They have continued to work in the entertainment industry and stay in the public eye. Sung has continued acting, starting with the drama Bad Girls (나쁜 여자들) and receiving positive attention in 2003 for Thousand Years of Love (천년지애). Sung also played the lead roles in the dramas My Platoon Leader (막상막하) and First Love of a Royal Prince (황태자의 첫사랑). She was also in the drama series, One Fine Day (어느 멋진 날) and The Snow Queen (눈의 여왕), she received high praise and won awards for both performances in 2006. Sung also starred as Heo Yi-nok in the drama Hong Gil-dong (쾌도 홍길동) co-starring Kang Ji-hwan and won a Best Couple award. Lee Jin has also worked in television, hosting various shows and even joining a popular comedy show for a season. Both Sung and Lee Jin won "Best Actress" in their respective categories (drama and comedy) at the end-of-year awards in 2002. Lee Jin has also debuted in the South Korean film industry and has tried to distance herself from her Fin.K.L image.

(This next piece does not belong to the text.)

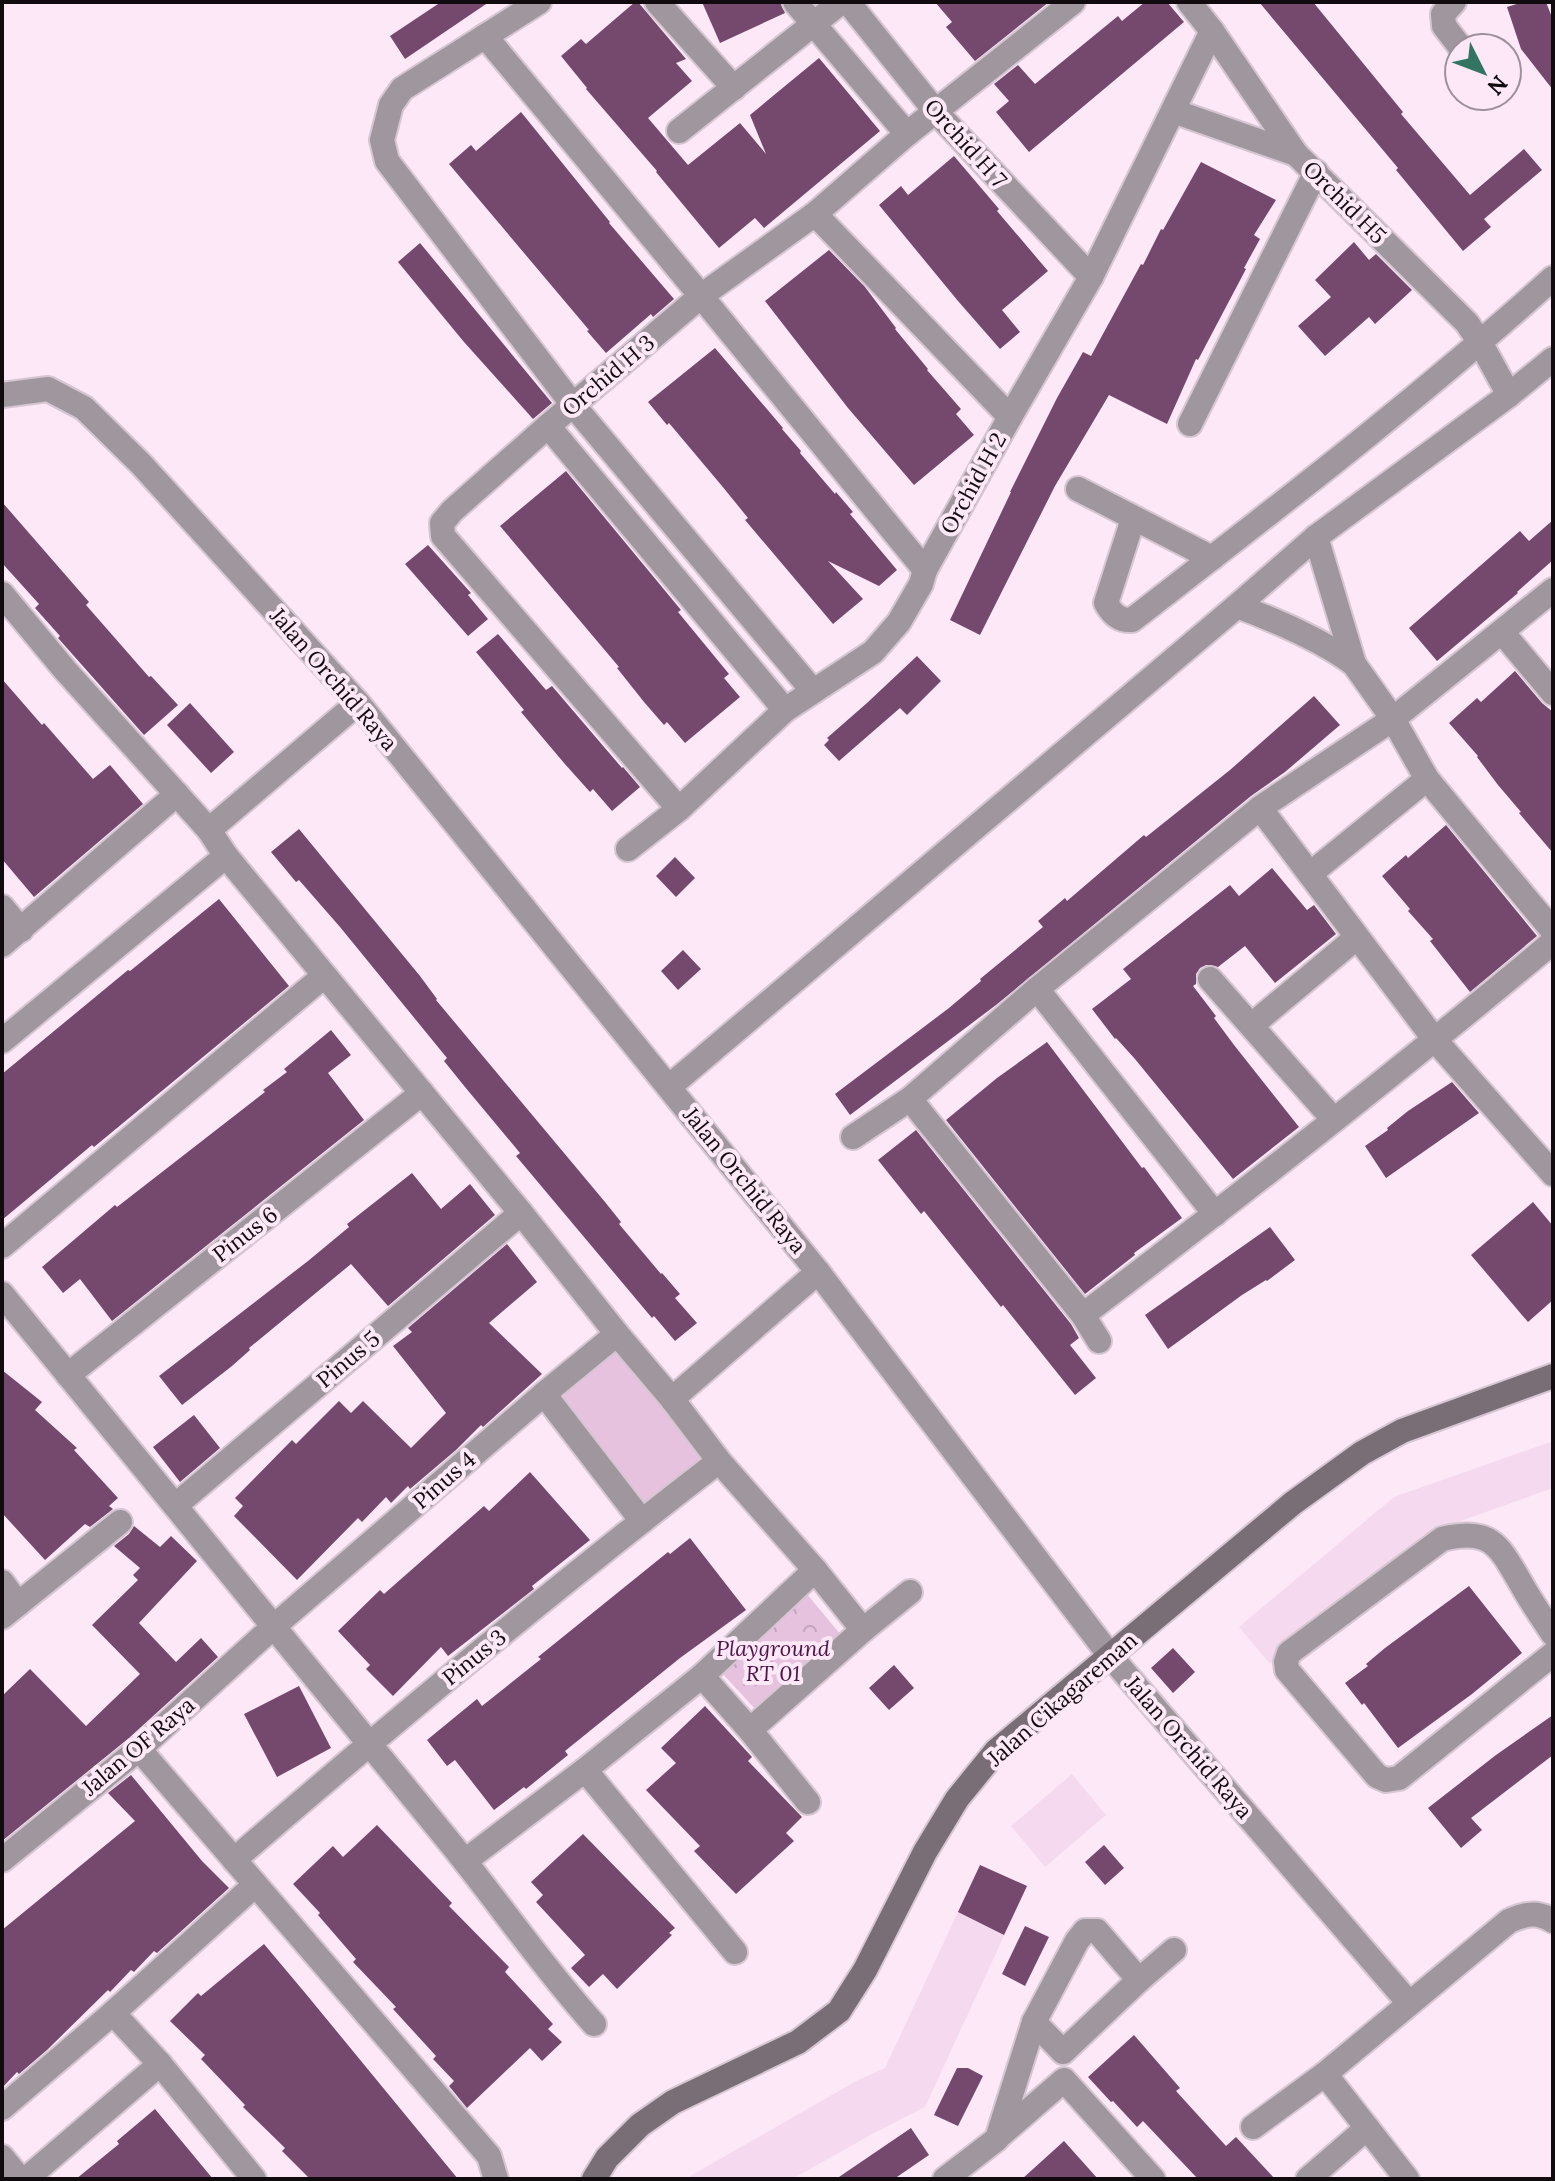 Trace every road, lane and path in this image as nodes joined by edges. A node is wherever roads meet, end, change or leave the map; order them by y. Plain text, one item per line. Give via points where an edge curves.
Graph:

After her solo album "Nan..." in 2003, due to significant weight loss, Ock became very popular in 2004. She debuted as a musical actress in 2005 in "Aida", and after initial struggles has since went on to become one of the highest profile musical actresses in Korea with ticketing power rivaling her male counterparts, having starred in the Korean-language adaptations of Rebecca, Elisabeth, The Count of Monte Cristo, Wicked, Sweeney Todd, Chicago, original musical Mata Hari, and many more. Her third and last studio album, Remind, came out in 2007, she has since released OSTs and independent ballads. Lee Hyori, though, has been the standout solo member, releasing her first solo album in 2003 which catapulted her to the top of the charts and won her many advertising contracts. However, she encountered controversy on her second album's lead song "Get Ya!", because it had elements that were very similar to Britney Spears's "Do Somethin'". Although she moved on to her second single "Shall We Dance?", promotional activities were quickly stopped. Her 2007 single "Toc Toc Toc", released in March 2007, reached #1 on the Music Industry Association of South Korea's monthly charts.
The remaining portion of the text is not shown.